Ревашов растерялся даже: обыкновенно в это время он отпускал женщин, и они весело уходили.
– Видишь ли, Еля, - мама будет думать бог знает что, если ты не вернешься... теперь же...
– Она и так думает бог знает что!.. Зачем, Саша, говорить чушь? Завтра мы ей напишем и пошлем с денщиком... Потуши, пожалуйста, свет!
– Гм... Может быть, ты... ты бы оделась, Еля, поужинать бы села?
– Да-а... Пожалуй, я бы чего-нибудь съела... Только одеваться, выходить... что ты?.. Я так угрелась уж... Будь добр, Саша, принеси мне чего-нибудь сюда.

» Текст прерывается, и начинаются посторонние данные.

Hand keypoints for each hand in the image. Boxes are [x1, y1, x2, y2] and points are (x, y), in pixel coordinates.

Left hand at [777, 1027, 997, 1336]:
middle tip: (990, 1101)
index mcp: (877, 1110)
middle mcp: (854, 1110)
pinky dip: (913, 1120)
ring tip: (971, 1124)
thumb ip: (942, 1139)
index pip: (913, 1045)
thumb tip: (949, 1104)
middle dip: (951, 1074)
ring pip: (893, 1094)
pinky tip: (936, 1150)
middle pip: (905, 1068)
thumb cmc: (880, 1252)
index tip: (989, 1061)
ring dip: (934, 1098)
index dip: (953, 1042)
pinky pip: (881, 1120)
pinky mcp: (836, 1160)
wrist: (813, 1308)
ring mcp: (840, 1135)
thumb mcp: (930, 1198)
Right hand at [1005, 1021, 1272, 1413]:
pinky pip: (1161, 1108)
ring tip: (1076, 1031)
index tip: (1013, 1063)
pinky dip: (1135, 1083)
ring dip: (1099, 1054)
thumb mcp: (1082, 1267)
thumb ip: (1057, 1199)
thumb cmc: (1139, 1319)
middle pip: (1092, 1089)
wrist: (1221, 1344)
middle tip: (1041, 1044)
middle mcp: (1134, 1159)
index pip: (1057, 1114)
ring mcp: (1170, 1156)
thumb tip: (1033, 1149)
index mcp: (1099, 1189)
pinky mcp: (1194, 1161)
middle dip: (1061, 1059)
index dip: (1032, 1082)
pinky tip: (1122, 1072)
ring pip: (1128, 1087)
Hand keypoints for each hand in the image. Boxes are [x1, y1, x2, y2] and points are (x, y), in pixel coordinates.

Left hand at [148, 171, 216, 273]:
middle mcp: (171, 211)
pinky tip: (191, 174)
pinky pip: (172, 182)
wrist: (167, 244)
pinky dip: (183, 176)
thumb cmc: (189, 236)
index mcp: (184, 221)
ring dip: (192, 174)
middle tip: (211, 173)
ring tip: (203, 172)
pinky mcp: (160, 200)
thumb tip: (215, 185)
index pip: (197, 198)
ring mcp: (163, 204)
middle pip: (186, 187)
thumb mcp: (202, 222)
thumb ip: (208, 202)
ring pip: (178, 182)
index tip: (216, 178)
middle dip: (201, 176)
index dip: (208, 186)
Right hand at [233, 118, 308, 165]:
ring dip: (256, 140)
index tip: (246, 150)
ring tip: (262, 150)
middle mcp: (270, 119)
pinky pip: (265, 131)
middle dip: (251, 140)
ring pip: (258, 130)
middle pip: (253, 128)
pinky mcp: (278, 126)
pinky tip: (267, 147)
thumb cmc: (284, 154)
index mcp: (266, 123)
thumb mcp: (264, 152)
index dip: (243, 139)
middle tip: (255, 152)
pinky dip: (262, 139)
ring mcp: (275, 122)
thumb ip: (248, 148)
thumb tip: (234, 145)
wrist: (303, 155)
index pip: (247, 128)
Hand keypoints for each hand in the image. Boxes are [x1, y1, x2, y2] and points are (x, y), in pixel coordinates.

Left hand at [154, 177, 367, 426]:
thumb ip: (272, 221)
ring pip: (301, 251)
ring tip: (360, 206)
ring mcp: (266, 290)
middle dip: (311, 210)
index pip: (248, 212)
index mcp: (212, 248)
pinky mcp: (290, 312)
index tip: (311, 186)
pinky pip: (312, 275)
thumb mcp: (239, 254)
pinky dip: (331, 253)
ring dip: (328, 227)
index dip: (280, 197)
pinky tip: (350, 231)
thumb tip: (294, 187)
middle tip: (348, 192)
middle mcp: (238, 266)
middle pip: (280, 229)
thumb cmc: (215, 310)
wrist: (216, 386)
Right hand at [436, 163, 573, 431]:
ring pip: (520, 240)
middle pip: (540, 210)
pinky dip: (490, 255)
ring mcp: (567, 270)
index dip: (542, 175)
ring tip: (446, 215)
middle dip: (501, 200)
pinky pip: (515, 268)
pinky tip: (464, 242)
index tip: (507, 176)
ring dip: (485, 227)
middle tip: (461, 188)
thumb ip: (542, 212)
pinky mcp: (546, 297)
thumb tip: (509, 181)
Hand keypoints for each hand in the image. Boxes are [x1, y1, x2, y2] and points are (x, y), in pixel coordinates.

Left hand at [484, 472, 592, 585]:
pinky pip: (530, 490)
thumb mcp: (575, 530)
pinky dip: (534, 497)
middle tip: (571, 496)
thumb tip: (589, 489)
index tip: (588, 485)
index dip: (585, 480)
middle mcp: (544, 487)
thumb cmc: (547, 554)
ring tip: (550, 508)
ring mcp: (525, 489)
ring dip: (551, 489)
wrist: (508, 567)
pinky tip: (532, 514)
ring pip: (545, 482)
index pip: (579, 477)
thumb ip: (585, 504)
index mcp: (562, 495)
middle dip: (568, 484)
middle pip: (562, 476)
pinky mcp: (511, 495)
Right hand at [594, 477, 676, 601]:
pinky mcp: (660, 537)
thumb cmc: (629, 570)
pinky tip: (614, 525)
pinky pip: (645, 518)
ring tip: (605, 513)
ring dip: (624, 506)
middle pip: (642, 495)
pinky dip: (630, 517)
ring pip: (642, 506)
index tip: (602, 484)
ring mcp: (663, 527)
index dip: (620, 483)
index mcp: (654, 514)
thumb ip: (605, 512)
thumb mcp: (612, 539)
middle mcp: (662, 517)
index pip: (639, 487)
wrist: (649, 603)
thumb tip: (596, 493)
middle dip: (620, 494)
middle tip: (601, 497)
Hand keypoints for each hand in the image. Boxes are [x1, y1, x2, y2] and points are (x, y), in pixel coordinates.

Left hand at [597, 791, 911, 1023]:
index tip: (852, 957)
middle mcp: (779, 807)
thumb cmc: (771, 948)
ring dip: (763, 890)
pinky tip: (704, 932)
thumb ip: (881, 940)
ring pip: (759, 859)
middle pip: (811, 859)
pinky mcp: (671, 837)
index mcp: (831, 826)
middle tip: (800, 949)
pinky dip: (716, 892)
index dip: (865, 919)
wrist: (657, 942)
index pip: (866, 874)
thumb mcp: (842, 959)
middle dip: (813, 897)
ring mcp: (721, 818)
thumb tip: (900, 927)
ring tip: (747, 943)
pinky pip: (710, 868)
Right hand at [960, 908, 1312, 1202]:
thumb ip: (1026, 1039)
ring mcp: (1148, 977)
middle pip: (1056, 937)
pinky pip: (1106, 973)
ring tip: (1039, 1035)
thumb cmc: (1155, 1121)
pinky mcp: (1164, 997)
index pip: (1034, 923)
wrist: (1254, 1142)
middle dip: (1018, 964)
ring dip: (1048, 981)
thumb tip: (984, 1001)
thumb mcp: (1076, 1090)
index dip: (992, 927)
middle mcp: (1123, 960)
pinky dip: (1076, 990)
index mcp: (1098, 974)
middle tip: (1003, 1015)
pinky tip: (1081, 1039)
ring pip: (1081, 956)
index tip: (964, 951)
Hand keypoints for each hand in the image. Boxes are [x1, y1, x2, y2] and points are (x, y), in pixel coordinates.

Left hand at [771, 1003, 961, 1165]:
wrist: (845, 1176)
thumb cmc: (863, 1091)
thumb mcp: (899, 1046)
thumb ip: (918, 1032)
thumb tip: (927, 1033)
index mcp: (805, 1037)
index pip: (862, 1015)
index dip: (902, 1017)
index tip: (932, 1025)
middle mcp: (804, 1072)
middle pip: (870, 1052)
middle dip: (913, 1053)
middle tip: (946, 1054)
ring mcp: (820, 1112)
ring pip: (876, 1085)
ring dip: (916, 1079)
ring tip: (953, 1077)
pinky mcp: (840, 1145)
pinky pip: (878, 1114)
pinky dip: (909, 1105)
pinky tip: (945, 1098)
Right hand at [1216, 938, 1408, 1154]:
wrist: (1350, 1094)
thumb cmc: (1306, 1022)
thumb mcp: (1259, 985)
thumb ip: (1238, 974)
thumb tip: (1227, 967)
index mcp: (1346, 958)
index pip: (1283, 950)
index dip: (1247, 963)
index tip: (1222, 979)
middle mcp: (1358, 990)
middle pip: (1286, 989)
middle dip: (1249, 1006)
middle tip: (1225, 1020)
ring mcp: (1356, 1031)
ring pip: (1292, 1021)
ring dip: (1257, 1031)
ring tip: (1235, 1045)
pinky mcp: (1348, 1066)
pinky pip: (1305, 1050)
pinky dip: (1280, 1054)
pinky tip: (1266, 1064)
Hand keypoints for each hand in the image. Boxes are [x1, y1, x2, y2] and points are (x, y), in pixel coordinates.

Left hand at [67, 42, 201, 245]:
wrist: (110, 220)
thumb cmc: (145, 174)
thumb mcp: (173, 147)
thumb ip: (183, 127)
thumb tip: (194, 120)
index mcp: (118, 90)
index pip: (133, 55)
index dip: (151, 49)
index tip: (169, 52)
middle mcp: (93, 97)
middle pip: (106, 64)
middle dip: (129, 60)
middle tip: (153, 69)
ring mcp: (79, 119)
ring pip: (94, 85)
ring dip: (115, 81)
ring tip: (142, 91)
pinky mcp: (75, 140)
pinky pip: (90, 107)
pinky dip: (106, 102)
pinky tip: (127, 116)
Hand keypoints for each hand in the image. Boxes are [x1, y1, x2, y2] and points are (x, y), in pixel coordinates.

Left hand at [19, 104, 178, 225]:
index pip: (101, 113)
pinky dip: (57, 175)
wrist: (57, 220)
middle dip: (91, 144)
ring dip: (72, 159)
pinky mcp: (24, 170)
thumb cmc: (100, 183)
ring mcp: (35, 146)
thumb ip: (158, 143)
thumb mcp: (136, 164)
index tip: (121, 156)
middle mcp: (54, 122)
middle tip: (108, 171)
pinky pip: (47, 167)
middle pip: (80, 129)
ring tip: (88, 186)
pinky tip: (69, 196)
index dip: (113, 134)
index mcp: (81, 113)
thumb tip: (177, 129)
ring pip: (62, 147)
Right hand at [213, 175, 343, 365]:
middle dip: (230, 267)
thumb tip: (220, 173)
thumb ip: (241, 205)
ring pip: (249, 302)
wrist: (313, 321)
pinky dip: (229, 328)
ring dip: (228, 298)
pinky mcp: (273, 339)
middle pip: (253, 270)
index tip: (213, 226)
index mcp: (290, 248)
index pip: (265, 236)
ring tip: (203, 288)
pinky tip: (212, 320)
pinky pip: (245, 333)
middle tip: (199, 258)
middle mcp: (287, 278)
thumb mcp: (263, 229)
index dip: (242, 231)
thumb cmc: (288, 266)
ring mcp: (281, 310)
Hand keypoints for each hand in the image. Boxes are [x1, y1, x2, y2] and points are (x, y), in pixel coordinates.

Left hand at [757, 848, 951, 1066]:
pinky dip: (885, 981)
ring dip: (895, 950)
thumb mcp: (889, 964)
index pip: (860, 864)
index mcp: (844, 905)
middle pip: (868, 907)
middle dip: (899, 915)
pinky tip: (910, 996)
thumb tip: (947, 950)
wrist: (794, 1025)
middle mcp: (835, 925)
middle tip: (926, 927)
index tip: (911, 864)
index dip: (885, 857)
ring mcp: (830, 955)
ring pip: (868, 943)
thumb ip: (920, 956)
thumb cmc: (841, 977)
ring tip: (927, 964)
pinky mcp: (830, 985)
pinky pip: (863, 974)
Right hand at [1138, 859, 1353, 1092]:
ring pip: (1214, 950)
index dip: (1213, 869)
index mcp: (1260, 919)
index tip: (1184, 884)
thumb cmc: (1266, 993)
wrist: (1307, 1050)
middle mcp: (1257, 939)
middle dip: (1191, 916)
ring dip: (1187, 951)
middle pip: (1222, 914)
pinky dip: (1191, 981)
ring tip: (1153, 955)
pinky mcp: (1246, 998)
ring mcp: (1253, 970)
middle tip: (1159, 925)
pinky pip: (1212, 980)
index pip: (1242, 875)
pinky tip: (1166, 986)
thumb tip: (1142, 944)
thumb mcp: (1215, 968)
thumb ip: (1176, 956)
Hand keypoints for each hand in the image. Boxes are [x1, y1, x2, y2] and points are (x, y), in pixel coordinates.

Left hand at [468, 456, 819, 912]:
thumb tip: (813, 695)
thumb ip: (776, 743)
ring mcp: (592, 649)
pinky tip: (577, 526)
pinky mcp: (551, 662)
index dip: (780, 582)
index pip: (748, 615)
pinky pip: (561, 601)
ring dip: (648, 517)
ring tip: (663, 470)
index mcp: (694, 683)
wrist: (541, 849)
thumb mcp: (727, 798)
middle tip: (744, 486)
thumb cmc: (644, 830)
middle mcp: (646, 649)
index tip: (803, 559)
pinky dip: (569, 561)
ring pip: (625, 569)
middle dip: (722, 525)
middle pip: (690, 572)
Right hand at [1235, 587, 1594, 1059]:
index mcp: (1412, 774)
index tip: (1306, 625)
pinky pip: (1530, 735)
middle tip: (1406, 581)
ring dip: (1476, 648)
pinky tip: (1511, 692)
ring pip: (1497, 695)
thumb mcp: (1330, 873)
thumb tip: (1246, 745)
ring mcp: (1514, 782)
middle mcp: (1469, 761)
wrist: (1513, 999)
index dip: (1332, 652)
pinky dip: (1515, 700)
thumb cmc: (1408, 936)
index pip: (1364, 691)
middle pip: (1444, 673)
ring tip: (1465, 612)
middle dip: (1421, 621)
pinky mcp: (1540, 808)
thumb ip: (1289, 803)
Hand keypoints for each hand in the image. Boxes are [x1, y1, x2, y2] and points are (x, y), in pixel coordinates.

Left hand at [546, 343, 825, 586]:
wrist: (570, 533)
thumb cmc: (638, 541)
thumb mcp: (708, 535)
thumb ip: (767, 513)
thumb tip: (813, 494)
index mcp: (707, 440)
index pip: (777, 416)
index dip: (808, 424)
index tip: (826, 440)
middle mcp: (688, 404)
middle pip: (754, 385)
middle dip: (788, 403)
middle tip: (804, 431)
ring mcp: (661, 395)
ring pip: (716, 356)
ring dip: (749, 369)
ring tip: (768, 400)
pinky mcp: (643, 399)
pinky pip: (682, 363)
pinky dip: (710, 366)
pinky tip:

– Гм, да-а... "Смотрите, дети, на нее!" - продекламировал полковник задумчиво.
Он вышел снова в столовую, еще выпил немного рому, еще съел ломтик сыру, намазав на него паюсной икры... Потом совершенно непроизвольно (потому что сказала что-то об еде Еля) взял коробку шпротов и коробку сардин, поставил на тарелку, посвистал тихонько, соображая, что надо еще, - прибавил три ломтика булки и вилку.
– Вот что, Еля, голубчик, - говорил он, когда она ела, сидя на кровати и поставив тарелку себе на колени, прикрытые одеялом.
– Ты бы все-таки оделась сейчас и поехала домой... Денщик найдет извозчика... А то, знаешь ли, дома ведь будут о-чень беспокоиться!.. Могут думать даже, что ты... утонула, например!
– Ну, выдумал: "у-то-нула!.." В нашей-то речке... Никто такой чепухи не подумает, - даже не улыбнулась Еля.
– Не утонула, - ну, вообще... вообще что-нибудь скверное!
– Там думают, что это вот, что со мной у тебя случилось, и есть самое скверное... А разве же это скверное?.. Ведь ты же меня полюбил?
– сказала она очень тихо.
– Вдруг взял и полюбил маленькую Елю... такую маленькую Елю... и сделал ее женой... А она даже про Вергинцеторикса не знает, как это он подковы подковывал!..
Небольшая головка Ели в греческой прическе (очень прочная оказалась эта прическа!) глядела на Ревашова невинными большими детскими глазами; длинная шея немного изогнулась вправо; с левого покатого плеча, теперь матово ясневшего, спустилась вниз рубашка и бойко в сторону глядела небольшая шестнадцатилетняя грудь с розовым соском.